--- Available data ---

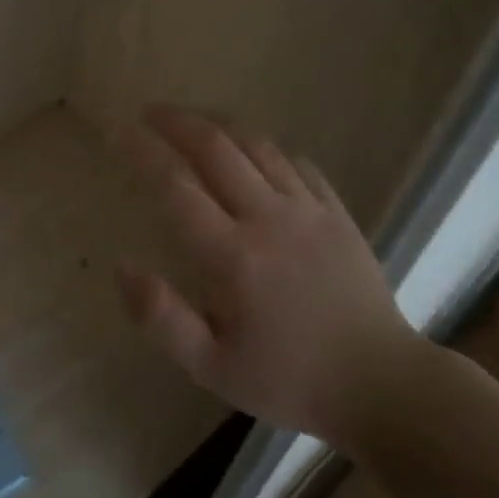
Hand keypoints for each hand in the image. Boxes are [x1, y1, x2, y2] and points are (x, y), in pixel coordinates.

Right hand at [115, 106, 423, 443]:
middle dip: (175, 121)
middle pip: (214, 147)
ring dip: (217, 124)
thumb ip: (161, 317)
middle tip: (148, 112)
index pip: (175, 185)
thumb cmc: (289, 380)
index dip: (141, 151)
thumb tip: (121, 265)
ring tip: (192, 120)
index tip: (116, 130)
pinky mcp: (336, 211)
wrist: (382, 385)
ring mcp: (307, 209)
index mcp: (232, 256)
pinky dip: (264, 147)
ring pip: (256, 145)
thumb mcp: (213, 368)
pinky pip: (295, 162)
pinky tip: (251, 152)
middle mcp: (268, 218)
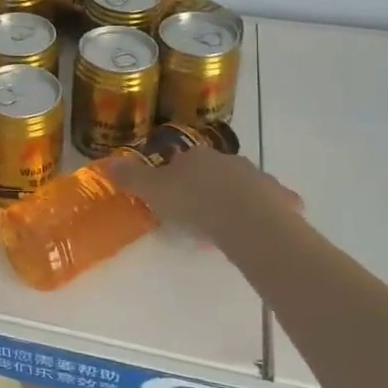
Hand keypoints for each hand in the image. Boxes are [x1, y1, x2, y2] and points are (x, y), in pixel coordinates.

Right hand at [114, 148, 302, 247]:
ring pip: (243, 186)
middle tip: (197, 214)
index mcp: (196, 157)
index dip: (175, 177)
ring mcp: (257, 178)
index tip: (171, 197)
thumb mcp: (154, 191)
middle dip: (206, 187)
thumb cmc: (195, 204)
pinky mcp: (280, 199)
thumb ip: (131, 178)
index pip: (182, 161)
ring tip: (224, 225)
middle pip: (213, 171)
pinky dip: (266, 212)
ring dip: (234, 199)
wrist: (247, 221)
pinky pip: (271, 204)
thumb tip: (106, 162)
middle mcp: (227, 160)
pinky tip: (259, 229)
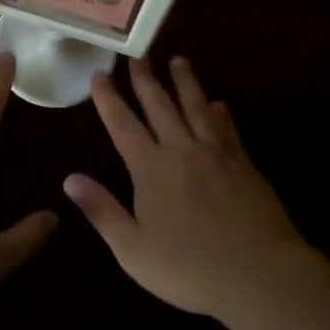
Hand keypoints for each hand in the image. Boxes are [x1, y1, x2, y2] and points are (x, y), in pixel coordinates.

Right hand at [63, 57, 309, 320]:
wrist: (260, 274)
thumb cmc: (190, 269)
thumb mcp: (133, 249)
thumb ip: (102, 210)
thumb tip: (69, 179)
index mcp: (151, 169)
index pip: (123, 125)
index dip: (109, 99)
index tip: (100, 74)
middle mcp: (182, 150)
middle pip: (160, 106)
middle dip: (145, 79)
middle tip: (137, 54)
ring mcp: (216, 154)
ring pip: (196, 107)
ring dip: (185, 83)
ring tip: (178, 60)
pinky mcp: (244, 164)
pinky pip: (227, 129)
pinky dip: (219, 113)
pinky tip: (218, 104)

---

=== Task ===
I'd like every record transcribed exactly, with no pictures carried over.

=== Output of the exercise ===
Hand keypoints for each hand in the image. Boxes are [x1, y1, x2, y2] and points are (x, y), in pixel coordinates.

Right hand at [115, 106, 423, 443]:
middle dip: (175, 121)
middle pip: (214, 147)
ring dip: (217, 124)
thumb ip: (161, 317)
middle tip: (148, 112)
index pip: (175, 185)
thumb cmc: (289, 380)
index dip: (141, 151)
thumb tip: (121, 265)
ring tip: (192, 120)
index tip: (116, 130)
pinky mcp: (336, 211)
wrist: (382, 385)
ring mcp: (307, 209)
index mcp: (232, 256)
pinky dip: (264, 147)
ring pip: (256, 145)
thumb mcp: (213, 368)
pinky pip: (295, 162)
pinky tip: (251, 152)
middle mcp: (268, 218)
Hand keypoints for each hand in the image. Boxes are [x1, y1, x2, y2] and points are (x, y), in pixel coordinates.

Right hand at [114, 148, 302, 247]:
ring pip: (243, 186)
middle tip: (197, 214)
index mcp: (196, 157)
index dip: (175, 177)
ring mcp: (257, 178)
index tip: (171, 197)
thumb mcp: (154, 191)
middle dip: (206, 187)
thumb cmc: (195, 204)
pinky mcp: (280, 199)
thumb ip: (131, 178)
index pip: (182, 161)
ring tip: (224, 225)
middle pip: (213, 171)
pinky dip: (266, 212)
ring dip: (234, 199)
wrist: (247, 221)
pinky pip: (271, 204)
thumb tip: (106, 162)
middle mcp: (227, 160)
pinky tip: (259, 229)
Hand keypoints for each hand in the image. Boxes are [x1, y1, x2, y2] and points are (x, y), in pixel coordinates.

Right hand at [63, 57, 309, 320]:
wrist: (260, 274)
thumb cmc: (190, 269)
thumb mcp: (133, 249)
thumb ip: (102, 210)
thumb tip: (69, 179)
index mcp: (151, 169)
index pip: (123, 125)
index dip: (109, 99)
index tip: (100, 74)
middle mcp: (182, 150)
middle pip: (160, 106)
middle dip: (145, 79)
middle tip: (137, 54)
ring mcp: (216, 154)
ring pip: (196, 107)
ring dip: (185, 83)
ring tip: (178, 60)
pinky mcp: (244, 164)
pinky pip: (227, 129)
pinky dip: (219, 113)
pinky tip: (218, 104)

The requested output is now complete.